▸ **Stored items**
========================================================================
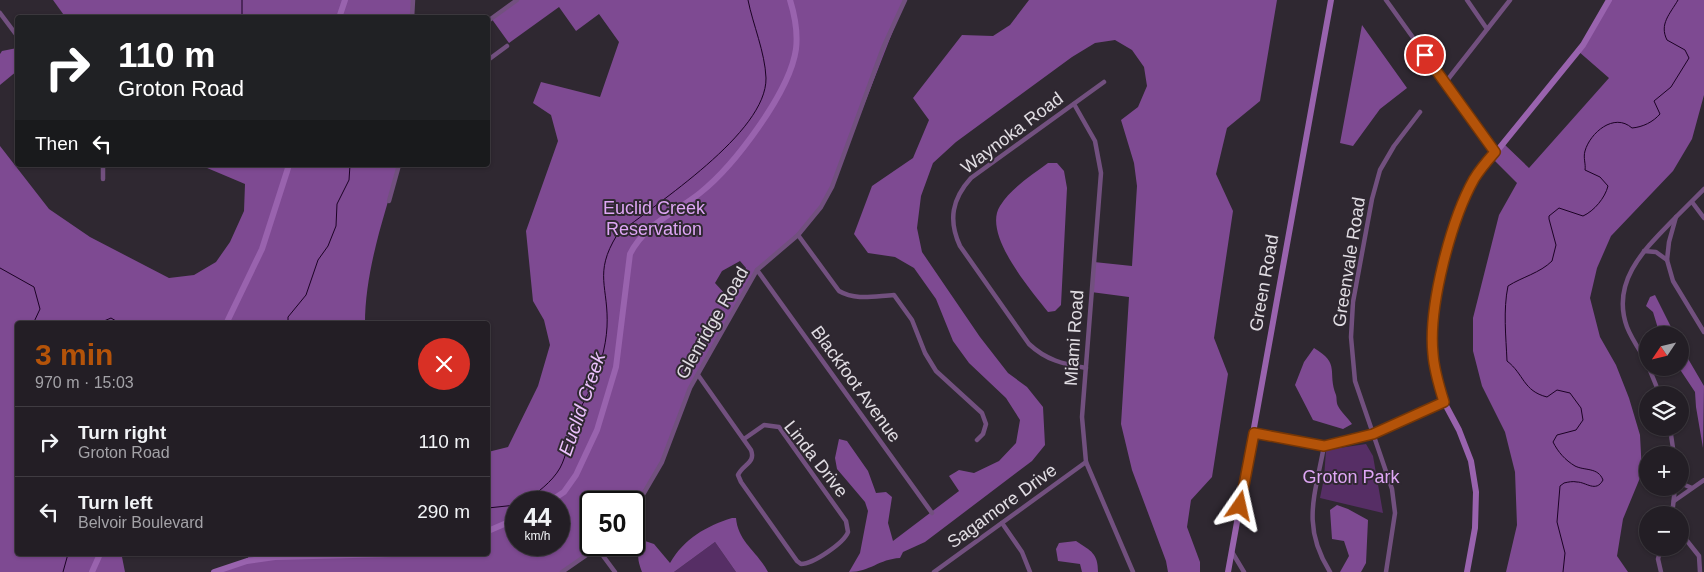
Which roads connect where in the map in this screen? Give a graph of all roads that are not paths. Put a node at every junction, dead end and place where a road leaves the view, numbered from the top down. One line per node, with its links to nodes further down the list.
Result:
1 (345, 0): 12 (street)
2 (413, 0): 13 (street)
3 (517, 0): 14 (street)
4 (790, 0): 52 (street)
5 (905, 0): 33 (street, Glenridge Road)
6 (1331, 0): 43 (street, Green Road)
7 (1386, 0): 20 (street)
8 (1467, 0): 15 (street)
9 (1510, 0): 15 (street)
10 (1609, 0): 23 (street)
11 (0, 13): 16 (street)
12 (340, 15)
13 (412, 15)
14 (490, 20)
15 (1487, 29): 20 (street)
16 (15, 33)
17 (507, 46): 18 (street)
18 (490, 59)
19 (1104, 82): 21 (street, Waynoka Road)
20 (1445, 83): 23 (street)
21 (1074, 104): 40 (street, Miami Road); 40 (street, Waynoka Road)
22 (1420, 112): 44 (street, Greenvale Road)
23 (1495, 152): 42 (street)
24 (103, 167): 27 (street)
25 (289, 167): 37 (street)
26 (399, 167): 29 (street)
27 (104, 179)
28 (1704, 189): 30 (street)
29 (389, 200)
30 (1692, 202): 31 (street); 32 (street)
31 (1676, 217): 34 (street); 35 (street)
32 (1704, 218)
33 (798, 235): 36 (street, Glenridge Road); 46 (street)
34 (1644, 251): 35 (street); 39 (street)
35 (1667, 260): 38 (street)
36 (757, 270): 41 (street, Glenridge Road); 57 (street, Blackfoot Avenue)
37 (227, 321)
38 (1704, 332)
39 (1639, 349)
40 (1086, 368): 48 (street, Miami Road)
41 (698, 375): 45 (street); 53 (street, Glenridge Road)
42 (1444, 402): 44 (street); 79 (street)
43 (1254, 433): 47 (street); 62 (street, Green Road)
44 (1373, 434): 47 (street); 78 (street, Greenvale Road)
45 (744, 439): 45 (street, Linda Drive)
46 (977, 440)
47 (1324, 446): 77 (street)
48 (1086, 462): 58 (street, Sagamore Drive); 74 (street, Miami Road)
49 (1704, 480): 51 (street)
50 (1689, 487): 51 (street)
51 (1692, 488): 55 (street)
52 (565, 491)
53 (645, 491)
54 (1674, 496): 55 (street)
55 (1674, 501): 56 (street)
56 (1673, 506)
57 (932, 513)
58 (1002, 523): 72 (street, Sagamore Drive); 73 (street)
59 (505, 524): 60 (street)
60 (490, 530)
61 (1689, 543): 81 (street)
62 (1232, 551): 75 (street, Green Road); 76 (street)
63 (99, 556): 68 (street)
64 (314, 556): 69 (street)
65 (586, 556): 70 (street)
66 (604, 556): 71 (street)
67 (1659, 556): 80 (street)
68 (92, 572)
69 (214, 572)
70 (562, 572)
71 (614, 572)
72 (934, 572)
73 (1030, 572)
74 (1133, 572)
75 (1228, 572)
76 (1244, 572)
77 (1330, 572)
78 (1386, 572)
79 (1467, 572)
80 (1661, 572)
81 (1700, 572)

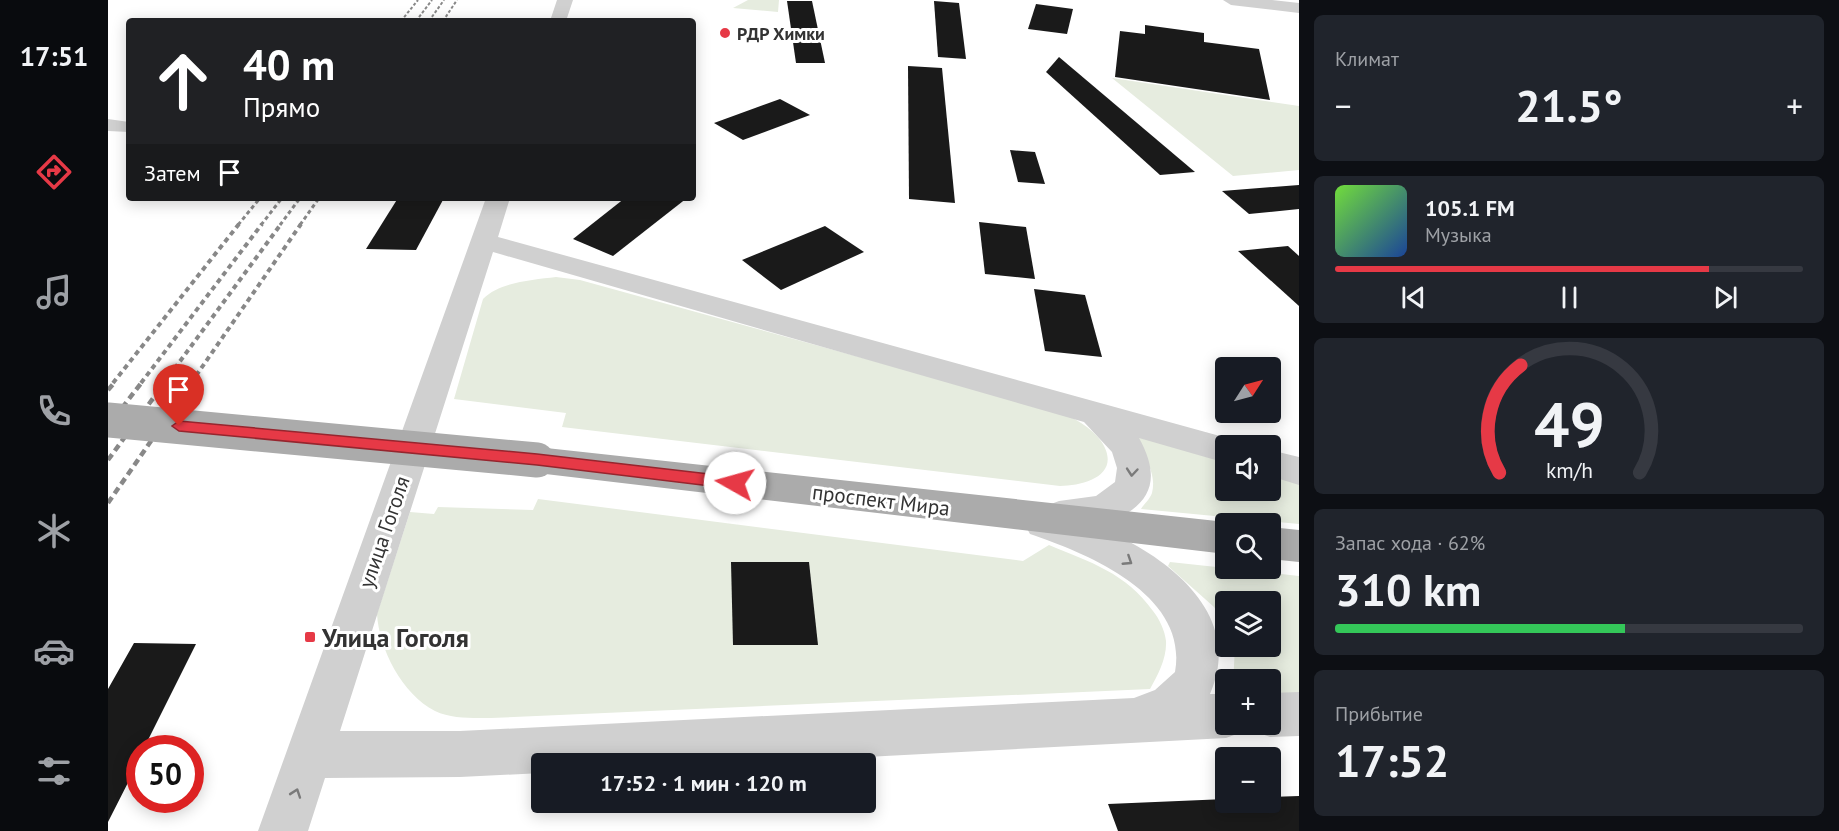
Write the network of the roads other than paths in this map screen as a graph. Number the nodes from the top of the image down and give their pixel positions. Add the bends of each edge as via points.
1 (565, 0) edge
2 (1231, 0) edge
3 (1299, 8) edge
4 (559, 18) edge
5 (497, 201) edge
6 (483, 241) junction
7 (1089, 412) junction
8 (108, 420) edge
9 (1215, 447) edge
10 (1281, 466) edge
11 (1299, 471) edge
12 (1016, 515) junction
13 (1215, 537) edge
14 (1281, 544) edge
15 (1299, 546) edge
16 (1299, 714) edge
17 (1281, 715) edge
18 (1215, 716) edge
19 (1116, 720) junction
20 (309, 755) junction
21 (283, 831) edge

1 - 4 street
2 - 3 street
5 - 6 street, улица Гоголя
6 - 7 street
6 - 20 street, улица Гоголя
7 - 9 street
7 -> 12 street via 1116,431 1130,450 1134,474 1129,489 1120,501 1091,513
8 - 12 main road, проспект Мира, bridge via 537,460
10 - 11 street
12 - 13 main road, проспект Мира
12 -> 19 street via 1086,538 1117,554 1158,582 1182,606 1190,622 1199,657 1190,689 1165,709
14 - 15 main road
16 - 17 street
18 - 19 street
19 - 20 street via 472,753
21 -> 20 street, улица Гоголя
========================================================================
▸ **Goal of the exercise**
Find all the lines with "Гоголя" in the data and copy them.

▸ **Your solution**
5 - 6 street, улица Гоголя
6 - 20 street, улица Гоголя
21 -> 20 street, улица Гоголя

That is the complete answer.